Extract all lines from the data beneath that include the word "graph".

Source data
┌────────

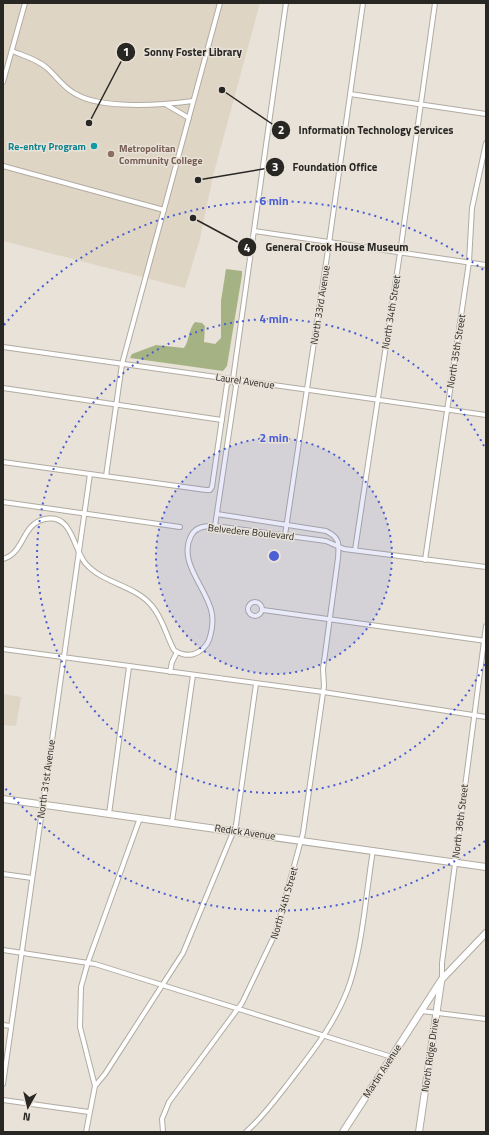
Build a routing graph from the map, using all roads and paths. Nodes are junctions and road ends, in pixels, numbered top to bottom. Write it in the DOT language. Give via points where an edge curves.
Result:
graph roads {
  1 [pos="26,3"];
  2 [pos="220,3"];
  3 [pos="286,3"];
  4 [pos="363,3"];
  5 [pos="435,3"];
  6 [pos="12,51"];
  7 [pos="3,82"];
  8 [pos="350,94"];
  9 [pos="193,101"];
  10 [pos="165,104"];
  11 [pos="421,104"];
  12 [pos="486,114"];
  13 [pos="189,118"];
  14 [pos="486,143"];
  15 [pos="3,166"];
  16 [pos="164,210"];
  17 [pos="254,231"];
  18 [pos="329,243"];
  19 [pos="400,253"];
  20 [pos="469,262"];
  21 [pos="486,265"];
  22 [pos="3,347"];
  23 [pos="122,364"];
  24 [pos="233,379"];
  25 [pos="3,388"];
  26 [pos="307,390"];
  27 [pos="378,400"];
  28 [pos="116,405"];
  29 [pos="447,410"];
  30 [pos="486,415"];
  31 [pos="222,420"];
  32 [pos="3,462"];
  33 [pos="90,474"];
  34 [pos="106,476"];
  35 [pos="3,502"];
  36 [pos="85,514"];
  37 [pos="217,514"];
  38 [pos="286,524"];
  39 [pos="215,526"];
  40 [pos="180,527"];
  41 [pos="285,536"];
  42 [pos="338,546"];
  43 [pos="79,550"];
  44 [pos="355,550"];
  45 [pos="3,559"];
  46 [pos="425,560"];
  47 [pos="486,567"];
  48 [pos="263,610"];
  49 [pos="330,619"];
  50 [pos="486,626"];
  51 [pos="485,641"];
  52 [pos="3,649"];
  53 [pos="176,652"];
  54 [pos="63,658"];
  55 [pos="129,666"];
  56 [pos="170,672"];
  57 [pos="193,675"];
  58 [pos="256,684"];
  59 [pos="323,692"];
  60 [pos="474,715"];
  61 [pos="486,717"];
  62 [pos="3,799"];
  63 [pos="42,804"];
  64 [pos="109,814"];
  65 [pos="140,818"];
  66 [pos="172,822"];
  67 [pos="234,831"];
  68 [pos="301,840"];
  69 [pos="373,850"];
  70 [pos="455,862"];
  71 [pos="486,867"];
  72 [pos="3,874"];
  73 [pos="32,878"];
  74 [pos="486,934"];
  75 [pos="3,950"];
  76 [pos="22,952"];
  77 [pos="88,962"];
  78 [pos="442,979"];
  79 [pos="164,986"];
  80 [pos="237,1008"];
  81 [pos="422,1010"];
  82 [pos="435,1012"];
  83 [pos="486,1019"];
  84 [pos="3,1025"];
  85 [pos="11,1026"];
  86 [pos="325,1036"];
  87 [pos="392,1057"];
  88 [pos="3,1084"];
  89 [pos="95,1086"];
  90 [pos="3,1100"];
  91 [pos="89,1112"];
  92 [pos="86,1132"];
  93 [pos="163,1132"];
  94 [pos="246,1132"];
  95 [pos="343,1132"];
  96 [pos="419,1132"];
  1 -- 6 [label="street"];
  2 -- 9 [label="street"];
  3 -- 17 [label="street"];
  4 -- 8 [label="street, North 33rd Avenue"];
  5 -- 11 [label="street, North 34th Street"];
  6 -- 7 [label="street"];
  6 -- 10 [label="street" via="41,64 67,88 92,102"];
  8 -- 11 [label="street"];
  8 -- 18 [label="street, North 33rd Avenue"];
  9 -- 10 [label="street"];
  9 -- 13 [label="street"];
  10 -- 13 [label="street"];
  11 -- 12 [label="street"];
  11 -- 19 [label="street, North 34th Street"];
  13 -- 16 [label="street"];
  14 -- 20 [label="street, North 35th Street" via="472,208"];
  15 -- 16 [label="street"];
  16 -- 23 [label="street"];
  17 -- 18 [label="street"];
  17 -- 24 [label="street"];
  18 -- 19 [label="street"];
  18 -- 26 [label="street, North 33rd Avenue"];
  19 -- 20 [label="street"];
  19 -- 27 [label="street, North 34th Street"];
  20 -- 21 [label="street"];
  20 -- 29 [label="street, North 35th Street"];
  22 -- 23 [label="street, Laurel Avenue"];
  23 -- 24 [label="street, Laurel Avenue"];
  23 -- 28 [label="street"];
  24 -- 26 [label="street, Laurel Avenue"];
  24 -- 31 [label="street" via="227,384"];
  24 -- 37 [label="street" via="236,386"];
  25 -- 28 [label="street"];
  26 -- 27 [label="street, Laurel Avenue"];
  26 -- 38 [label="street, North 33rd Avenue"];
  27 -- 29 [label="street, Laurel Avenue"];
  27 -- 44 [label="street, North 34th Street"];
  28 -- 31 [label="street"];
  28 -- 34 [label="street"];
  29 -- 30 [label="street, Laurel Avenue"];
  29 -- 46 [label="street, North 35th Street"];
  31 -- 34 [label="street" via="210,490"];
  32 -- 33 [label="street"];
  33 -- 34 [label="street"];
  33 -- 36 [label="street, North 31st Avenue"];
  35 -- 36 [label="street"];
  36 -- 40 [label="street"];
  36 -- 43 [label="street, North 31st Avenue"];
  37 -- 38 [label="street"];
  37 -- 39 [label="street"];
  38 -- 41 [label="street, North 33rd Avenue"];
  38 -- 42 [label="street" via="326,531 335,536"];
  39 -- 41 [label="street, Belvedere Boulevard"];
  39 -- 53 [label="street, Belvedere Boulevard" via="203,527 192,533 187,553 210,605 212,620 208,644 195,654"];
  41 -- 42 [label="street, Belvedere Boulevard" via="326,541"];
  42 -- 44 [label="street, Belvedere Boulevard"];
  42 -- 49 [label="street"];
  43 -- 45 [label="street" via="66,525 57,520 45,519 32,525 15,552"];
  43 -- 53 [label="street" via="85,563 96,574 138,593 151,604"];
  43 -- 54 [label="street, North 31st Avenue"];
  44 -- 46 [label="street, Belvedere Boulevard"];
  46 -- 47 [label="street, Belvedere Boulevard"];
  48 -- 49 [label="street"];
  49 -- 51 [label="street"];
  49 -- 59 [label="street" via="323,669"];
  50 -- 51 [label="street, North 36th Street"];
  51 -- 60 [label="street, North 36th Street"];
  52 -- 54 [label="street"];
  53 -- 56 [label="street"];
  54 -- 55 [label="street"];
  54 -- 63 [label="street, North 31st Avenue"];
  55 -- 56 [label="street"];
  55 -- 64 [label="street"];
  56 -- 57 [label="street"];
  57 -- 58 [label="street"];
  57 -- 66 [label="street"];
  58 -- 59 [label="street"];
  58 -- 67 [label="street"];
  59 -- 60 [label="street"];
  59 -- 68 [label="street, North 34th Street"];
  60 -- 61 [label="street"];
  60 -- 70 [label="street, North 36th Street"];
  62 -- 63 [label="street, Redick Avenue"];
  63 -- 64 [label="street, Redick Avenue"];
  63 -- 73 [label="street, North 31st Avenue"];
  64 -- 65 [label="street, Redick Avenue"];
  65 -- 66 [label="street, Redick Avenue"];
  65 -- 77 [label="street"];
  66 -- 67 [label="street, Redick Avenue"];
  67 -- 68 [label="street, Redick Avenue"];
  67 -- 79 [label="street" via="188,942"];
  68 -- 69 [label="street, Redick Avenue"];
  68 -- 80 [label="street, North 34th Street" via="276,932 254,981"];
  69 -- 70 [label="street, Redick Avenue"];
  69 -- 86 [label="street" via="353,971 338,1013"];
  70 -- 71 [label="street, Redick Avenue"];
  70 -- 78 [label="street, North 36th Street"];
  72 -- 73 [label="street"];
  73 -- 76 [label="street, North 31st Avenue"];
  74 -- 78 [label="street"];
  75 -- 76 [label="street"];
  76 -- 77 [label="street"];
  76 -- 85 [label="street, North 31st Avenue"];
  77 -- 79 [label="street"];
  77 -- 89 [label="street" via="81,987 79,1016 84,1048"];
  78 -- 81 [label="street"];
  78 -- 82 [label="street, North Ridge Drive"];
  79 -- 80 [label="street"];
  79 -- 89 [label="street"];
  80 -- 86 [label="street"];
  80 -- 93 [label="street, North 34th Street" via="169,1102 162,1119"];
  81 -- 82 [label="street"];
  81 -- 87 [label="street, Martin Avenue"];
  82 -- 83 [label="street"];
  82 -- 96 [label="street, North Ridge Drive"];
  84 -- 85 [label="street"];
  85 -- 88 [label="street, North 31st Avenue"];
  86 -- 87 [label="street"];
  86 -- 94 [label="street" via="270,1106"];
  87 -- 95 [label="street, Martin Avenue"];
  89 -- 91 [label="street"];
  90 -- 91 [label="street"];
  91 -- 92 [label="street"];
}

└────────

SOLUTION FOR THIS EXERCISE
Build a routing graph from the map, using all roads and paths. Nodes are junctions and road ends, in pixels, numbered top to bottom. Write it in the DOT language. Give via points where an edge curves.
graph roads {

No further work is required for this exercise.